Now they their skiey communings forsook,
And fell to keen discourse on what they heard,
Comparing woman in the vale with her
Upon the mountain top.
‘Cain's daughter sang,
Was voluble, and graceful in the dance;
Men worshipped, and of her were giants born;
Air burned about her, and fierce passion raged
At her least eye-glance.
‘Like a thought devout,
Daughter of Ardis, wert thou in thy bower
Of delicacy shrined.

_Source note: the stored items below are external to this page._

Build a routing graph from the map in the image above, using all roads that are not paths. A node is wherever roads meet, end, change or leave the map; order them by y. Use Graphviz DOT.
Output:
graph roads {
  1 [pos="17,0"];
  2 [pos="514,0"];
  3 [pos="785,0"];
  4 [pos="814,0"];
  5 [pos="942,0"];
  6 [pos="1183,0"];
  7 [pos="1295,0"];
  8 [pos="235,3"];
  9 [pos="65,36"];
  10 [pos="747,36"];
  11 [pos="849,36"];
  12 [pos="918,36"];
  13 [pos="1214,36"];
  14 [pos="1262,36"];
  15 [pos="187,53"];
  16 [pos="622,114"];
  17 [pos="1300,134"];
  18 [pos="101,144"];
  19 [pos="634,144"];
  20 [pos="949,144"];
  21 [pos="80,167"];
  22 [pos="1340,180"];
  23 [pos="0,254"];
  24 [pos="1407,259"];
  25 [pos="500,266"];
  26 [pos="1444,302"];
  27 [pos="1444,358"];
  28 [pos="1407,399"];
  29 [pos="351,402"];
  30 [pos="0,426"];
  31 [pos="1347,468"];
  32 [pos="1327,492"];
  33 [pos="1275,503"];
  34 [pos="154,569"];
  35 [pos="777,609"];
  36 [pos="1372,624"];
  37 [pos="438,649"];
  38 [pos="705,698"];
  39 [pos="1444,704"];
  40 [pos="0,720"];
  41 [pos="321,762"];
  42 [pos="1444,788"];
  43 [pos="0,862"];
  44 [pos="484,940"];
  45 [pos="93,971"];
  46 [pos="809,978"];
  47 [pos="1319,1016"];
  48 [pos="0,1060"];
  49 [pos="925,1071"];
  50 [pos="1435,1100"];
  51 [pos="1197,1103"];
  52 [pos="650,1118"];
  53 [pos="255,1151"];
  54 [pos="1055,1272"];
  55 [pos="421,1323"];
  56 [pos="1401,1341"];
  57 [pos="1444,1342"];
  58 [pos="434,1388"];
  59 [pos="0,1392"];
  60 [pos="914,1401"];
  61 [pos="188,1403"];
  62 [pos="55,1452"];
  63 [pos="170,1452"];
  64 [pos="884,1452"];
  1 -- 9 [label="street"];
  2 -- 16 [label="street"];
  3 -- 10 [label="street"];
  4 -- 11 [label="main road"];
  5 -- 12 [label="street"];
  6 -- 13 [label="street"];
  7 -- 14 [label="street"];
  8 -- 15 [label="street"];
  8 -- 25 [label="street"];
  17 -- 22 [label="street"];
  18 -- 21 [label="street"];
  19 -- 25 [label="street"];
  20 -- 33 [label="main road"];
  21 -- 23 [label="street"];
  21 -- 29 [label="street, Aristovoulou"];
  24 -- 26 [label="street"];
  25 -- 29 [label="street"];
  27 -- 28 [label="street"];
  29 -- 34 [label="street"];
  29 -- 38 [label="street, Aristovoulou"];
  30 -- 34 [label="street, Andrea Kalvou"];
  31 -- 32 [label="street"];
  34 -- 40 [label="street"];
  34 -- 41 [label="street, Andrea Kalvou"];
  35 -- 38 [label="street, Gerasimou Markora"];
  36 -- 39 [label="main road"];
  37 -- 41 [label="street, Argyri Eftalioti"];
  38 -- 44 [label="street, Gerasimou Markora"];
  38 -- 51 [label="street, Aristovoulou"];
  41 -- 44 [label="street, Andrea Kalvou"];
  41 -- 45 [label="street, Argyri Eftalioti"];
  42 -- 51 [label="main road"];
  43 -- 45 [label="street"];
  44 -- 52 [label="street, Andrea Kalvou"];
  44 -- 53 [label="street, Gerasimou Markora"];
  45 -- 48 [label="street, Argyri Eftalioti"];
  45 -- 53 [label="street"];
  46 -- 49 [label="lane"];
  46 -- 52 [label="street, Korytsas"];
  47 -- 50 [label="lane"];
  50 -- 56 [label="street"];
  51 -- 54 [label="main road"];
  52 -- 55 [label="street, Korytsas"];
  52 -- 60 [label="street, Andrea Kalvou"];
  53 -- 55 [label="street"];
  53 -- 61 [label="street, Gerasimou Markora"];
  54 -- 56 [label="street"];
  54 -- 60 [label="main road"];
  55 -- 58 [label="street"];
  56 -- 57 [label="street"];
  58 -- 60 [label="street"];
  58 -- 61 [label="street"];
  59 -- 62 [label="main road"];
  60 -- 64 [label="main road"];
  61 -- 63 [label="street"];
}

Who listened there,
Had heard the Mother prattling to the Children
Tales of their Father, and low-breathèd numbers,
Like the sequestered stock-dove's brooding murmur,
Full of maternal tenderness—the burthen,
The gladness of that Sire's return at even,
When he should take the sweet Boy from her bosom,
Or on his Daughter's head let fall the tear,
The purest that can fall from human eye;
While, quiet in her bliss, she should await
The sweet embrace; and after, on his breast
Reclined, from his meek lips receive account
What knowledge, wisdom, truth, the Sons of God
Had won from large discourse on loftiest themes,
Or by the elders of the Brethren taught,
Or from Angelic ministry derived.
—Anon, the sun went down; their hearts first bowed
In worship pure, then folded each to each,
In calm repose; . . the stars watched over them.’